Required action: Please filter the data down to the lines that include the word "roads" and copy them.

Data shown:
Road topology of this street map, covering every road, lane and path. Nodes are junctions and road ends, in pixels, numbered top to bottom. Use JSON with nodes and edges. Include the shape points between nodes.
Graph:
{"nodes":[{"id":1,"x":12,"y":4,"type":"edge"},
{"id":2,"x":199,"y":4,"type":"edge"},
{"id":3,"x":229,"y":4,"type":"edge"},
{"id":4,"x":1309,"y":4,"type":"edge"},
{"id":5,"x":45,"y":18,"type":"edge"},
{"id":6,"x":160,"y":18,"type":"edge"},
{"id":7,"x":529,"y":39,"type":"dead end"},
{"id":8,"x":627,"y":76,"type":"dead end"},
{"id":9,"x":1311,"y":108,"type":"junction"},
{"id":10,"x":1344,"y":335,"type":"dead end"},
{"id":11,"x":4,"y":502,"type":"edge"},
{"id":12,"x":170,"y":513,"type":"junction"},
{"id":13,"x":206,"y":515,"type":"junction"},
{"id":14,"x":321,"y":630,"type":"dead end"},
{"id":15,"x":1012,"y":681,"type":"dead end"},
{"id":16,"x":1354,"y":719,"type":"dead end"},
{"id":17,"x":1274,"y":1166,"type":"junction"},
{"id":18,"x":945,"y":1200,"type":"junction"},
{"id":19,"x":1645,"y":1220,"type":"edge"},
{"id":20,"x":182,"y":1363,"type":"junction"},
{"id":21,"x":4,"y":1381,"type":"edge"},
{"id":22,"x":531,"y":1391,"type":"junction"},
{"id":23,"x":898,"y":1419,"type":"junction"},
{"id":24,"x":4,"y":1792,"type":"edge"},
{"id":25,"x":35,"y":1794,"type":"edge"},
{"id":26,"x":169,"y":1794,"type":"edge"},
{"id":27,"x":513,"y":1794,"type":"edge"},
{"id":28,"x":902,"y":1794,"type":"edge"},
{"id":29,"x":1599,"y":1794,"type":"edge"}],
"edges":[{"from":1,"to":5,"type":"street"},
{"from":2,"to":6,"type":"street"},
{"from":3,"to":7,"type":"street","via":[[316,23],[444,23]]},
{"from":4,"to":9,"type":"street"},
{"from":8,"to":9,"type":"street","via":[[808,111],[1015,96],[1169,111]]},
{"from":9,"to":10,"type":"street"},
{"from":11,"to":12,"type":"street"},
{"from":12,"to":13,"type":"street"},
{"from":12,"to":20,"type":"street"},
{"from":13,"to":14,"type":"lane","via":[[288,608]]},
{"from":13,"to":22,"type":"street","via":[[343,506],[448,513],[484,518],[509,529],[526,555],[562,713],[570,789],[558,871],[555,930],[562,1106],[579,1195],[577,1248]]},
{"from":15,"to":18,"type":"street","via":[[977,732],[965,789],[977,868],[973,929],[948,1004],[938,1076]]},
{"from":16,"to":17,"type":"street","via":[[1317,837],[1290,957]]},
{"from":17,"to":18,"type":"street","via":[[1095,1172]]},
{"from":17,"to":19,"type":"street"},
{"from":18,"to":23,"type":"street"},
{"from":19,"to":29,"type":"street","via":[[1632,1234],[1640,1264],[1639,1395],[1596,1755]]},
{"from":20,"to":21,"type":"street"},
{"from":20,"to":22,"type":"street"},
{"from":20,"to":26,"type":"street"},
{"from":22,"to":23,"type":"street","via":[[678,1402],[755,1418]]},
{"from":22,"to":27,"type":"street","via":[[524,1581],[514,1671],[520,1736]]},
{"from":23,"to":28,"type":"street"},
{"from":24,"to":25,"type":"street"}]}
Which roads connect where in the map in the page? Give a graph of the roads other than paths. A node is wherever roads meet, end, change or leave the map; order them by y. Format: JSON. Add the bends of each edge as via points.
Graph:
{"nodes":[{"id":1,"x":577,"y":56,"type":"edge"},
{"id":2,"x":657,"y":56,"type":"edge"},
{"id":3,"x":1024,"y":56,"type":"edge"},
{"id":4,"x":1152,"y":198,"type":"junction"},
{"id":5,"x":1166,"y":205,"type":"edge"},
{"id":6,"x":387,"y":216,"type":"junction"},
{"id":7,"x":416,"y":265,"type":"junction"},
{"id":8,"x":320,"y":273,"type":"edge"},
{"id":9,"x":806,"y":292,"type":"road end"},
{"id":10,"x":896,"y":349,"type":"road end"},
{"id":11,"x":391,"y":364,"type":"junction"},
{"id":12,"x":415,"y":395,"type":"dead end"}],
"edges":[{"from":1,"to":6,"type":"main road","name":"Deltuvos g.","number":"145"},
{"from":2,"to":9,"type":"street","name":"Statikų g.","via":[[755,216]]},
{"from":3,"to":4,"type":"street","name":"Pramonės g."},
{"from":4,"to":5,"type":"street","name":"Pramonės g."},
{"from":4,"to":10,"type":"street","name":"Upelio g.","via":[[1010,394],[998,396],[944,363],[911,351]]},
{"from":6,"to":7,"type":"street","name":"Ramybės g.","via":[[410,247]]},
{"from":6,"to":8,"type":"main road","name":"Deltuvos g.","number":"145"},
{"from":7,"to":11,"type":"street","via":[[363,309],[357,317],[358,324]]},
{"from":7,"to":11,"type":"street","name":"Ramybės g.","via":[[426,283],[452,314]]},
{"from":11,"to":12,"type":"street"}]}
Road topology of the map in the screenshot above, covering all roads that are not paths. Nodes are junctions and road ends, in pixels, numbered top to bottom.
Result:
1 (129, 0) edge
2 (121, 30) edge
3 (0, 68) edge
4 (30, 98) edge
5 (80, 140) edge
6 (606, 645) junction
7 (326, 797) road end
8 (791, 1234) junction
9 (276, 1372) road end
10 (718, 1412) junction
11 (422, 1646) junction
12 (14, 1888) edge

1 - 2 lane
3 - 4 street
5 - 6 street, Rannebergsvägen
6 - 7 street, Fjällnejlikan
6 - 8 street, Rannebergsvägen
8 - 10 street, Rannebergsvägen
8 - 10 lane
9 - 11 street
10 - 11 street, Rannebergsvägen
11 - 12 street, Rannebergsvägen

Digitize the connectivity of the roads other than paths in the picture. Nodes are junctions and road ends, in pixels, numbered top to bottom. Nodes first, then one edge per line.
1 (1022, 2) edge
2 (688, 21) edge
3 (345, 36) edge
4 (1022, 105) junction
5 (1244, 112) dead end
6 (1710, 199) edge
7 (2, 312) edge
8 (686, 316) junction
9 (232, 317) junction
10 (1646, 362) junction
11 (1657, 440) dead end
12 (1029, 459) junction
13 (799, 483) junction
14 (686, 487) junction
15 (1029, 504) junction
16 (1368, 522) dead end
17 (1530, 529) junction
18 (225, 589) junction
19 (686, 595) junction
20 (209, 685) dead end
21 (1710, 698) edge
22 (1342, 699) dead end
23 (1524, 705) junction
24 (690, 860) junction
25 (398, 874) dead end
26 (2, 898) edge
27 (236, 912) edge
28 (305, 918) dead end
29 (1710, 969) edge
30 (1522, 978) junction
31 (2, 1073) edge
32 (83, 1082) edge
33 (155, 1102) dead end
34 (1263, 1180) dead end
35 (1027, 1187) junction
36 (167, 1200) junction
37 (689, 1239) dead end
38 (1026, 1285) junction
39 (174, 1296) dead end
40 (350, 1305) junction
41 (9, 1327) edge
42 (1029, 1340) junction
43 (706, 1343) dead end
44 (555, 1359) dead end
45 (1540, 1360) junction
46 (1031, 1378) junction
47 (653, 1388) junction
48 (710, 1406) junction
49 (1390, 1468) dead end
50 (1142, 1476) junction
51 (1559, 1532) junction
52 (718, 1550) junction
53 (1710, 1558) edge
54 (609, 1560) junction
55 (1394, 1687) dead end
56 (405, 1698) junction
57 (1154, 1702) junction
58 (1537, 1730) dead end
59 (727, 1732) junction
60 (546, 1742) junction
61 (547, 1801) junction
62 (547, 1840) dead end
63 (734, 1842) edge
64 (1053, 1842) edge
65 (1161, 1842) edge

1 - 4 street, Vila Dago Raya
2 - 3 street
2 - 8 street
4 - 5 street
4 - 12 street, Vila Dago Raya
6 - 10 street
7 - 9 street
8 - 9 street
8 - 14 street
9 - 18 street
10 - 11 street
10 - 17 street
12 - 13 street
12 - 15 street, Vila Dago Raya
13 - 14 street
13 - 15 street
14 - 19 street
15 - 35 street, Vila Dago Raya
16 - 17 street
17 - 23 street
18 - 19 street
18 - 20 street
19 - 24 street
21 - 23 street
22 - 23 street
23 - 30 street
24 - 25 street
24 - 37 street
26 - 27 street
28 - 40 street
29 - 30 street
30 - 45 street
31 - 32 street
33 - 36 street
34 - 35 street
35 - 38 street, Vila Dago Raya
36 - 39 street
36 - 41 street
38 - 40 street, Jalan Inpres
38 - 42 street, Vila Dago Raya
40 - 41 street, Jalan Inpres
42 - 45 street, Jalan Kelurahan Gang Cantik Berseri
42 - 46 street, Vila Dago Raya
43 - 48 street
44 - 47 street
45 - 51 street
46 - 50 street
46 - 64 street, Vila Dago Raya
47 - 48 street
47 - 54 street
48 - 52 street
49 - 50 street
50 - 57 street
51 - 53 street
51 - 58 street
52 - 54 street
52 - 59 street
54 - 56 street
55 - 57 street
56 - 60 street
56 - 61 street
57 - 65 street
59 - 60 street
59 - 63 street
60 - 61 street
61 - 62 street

Task solution:
Which roads connect where in the map in the page? Give a graph of the roads other than paths. A node is wherever roads meet, end, change or leave the map; order them by y. Format: JSON. Add the bends of each edge as via points.
Road topology of the map in the screenshot above, covering all roads that are not paths. Nodes are junctions and road ends, in pixels, numbered top to bottom.
Digitize the connectivity of the roads other than paths in the picture. Nodes are junctions and road ends, in pixels, numbered top to bottom. Nodes first, then one edge per line.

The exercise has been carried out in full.